Stored data —
+-------+

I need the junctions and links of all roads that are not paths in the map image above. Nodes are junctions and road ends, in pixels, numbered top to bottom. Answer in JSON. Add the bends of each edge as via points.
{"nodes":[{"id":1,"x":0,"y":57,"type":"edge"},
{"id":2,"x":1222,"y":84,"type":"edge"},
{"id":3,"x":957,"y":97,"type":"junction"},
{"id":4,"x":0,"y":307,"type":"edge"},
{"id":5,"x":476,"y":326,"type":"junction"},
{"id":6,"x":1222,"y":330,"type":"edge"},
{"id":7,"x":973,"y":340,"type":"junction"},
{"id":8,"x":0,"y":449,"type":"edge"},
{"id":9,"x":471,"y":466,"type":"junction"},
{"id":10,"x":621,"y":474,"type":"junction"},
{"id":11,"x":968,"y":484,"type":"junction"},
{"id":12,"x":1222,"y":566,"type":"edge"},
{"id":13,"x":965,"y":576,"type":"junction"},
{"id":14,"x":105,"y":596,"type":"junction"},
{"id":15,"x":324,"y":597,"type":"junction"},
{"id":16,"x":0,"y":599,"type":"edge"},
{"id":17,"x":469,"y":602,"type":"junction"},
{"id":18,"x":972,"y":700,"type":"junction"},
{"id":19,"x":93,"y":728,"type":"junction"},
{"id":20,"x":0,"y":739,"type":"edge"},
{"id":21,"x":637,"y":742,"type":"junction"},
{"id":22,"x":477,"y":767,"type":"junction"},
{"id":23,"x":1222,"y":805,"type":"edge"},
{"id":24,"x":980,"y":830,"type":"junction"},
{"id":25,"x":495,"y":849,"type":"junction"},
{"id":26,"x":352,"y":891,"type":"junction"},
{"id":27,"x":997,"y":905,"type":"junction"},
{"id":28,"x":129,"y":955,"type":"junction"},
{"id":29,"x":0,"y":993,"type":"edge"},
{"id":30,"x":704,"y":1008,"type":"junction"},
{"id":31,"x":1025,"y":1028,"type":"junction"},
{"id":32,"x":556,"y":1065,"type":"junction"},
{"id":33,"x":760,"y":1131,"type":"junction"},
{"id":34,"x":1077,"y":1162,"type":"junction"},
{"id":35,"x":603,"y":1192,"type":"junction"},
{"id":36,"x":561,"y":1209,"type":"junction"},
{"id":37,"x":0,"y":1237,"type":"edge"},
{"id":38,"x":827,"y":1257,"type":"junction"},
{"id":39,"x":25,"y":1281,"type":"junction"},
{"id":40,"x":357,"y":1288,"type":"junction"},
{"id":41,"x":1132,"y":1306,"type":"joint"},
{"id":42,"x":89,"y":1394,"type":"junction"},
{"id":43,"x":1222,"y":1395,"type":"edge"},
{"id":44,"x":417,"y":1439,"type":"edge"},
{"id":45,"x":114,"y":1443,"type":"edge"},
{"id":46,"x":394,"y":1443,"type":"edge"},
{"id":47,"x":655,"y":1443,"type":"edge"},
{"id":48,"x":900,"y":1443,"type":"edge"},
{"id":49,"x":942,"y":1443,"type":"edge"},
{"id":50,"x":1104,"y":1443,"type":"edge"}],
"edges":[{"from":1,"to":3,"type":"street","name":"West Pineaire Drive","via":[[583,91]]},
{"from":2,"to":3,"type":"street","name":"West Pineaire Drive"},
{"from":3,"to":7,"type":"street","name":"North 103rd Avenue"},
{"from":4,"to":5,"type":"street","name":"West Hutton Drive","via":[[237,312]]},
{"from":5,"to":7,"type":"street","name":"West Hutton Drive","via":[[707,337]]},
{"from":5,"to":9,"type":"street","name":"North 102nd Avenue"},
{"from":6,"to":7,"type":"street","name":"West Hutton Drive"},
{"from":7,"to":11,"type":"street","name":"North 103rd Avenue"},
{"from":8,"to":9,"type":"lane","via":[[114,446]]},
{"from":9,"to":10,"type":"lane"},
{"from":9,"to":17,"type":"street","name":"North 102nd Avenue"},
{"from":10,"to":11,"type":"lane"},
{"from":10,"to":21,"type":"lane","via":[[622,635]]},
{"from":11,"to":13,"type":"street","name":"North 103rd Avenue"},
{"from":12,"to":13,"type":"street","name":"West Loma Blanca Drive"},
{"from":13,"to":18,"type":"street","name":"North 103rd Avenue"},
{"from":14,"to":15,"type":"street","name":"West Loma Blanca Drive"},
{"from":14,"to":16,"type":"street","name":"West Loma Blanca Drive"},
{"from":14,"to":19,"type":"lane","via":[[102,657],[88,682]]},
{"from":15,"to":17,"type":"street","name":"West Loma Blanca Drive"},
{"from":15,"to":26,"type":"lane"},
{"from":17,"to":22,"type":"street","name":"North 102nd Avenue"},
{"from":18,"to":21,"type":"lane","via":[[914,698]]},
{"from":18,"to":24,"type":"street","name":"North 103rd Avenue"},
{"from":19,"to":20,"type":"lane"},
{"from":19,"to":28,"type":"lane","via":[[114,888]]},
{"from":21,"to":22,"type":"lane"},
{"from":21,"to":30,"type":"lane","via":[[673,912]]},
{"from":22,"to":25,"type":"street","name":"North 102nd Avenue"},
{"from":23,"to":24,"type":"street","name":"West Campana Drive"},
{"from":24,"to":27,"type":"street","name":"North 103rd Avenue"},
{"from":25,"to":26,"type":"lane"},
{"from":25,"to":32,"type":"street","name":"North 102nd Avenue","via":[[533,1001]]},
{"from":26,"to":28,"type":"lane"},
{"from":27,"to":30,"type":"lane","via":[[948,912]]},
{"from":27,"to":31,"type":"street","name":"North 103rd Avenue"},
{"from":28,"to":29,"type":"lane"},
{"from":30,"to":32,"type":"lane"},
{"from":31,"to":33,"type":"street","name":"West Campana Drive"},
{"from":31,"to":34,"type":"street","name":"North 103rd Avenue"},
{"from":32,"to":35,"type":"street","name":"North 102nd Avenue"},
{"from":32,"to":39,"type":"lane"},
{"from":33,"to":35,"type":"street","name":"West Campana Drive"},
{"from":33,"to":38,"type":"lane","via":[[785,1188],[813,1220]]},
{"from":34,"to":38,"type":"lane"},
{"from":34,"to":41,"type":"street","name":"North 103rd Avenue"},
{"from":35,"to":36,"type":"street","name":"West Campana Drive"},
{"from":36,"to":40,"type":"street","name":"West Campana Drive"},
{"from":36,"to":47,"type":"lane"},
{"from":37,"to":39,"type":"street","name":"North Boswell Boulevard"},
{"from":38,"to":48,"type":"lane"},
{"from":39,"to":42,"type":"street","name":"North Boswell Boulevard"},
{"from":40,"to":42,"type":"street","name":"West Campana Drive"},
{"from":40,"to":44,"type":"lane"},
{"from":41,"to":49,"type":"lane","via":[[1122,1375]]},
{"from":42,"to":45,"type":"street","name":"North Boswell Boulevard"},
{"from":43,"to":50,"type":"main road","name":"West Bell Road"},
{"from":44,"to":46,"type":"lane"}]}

+-------+

What is being asked —
Read the data above and pull out each line that holds the string "Blanca".

Answer to the problem —
{"from":12,"to":13,"type":"street","name":"West Loma Blanca Drive"},
{"from":14,"to":15,"type":"street","name":"West Loma Blanca Drive"},
{"from":14,"to":16,"type":"street","name":"West Loma Blanca Drive"},
{"from":15,"to":17,"type":"street","name":"West Loma Blanca Drive"},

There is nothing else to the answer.